Sohbet Muhabbet

Fedakarlığı nasıl tanımlarsın Retro ?

Şimdi yazmaya başlıcam ama bağlantıları kurmak uzun gidecek ve laf lafı açacak. O yüzden kısa bir bağlantı ile kendimi franlemeyi denicem.

Hayattaki en önemli değerimiz özgüvenimizdir. Çünkü özgüven diğer tüm değerlere dışarıcan kolayca uzanabilirken, kapıları da içeriden açtırtan fethedici bir süper güç türüdür.

Özgüven nerede başlar peki ? Özgüven hangi aşamada bir bireye aşılanır ? İlk özgüveni nerede hissederiz ?

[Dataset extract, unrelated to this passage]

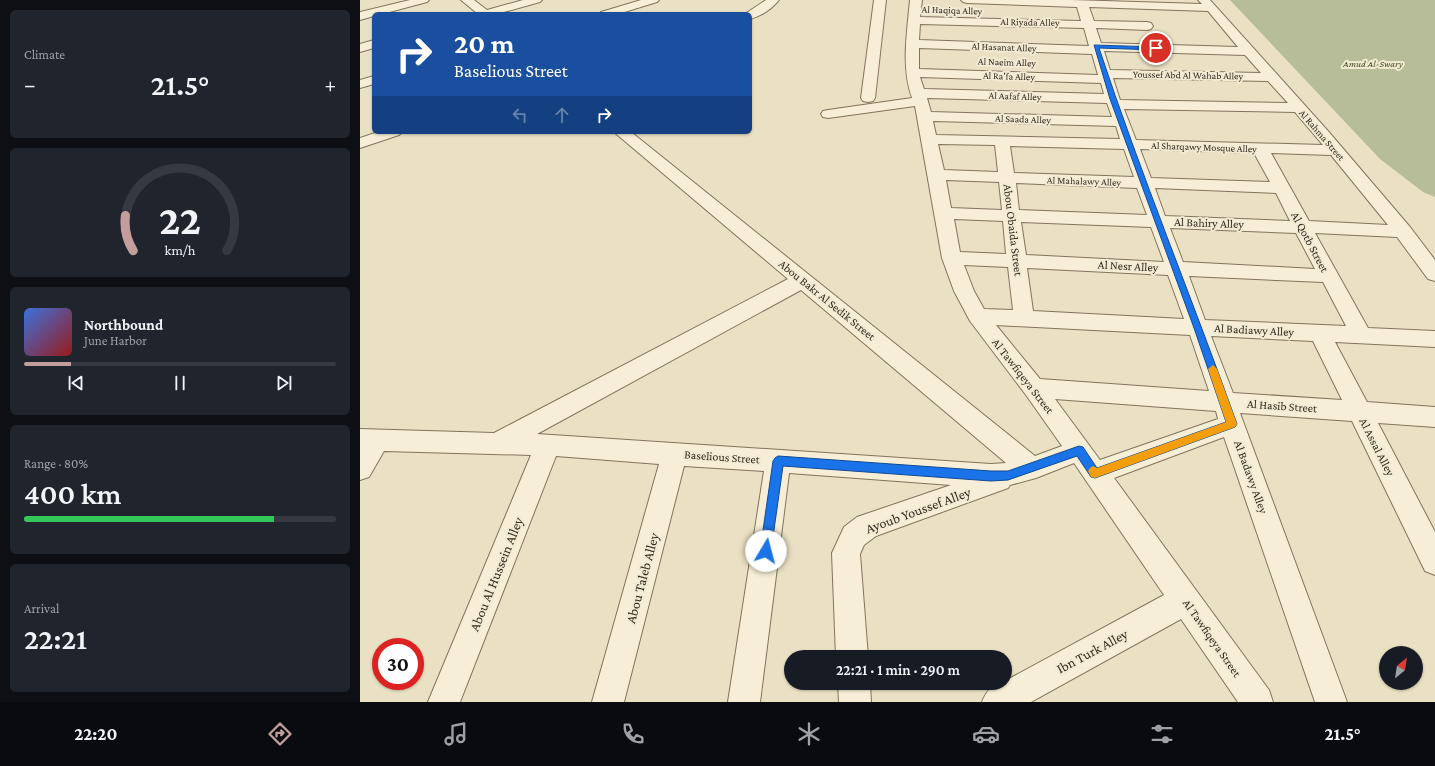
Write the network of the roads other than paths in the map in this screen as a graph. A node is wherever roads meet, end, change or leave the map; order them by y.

Şimdi herkez anne ile olan ilişkimiz diyecek. Kesinlikle doğru. İlk Anneye güveriniz. Baba sonradan devreye girer. İçe dönük özgüven anneden, dış aleme karışınca dışa dönük özgüven de sosyalleşme aşamasıda babadan (babanın istidadı kadarı ile) geçer.

Peki,
Annemize bu kadar güvenmemimizin de altında yatan sebep nedir ? Tek bir sebep var :
Anne koşulsuzca fedakardır ! Başka hiç kimsenin olamayacağı kadar. Sevgisini fedakarlıkları besler. Bebeğini büyütürken kendinden her türlü fedakarlığı yapar. Bunu iyi bir anne olamayan kadınlar bile yapar. Hatta kötü anneler bile.. Fedakarlık, sevginin gerçek ve derinlikli olmasındaki en gizli ama en katalizör etkisi olan faktördür. Özgüven dediğimiz güç bir sonuçtur. Fedakarlıklarla dolu yaşanmışlıklar zemininden gelen doğal bir sonuçtur. Karşı koyulmazlık enerjisinin batınında feda edişler vardır. Birinin size gösterdiği sevginin sahte olup olmadığını nasıl anlarsınız ? Cevap artık belli.


Sonuç :
Yine çok uzun gitti ama Allah sırf bizden eksilsin de canımız yansın diye infakta bulunmamızı istemiyor. Özgüvenimizin sırrını daha derin bir bilinçte köklendirmek için infakta bulunmamızı istiyor. Her özgüvenin bir dayanan noktası vardır. Günümüzde bu paradır. Daha zengin biri karşına çıkarsa özgüvenini de isterse kırar geçer.. Sonra sen de kırılan özgüvenini onarmak için daha zengin olmak zorunda kalırsın vs. Çünkü köklendiğin tabakanın dinamiklerinden beslenebiliyorsun. Özgüven en gerçek yaşam enerjisidir. Bir kere tadarsan, asla bırakmak istemezsin..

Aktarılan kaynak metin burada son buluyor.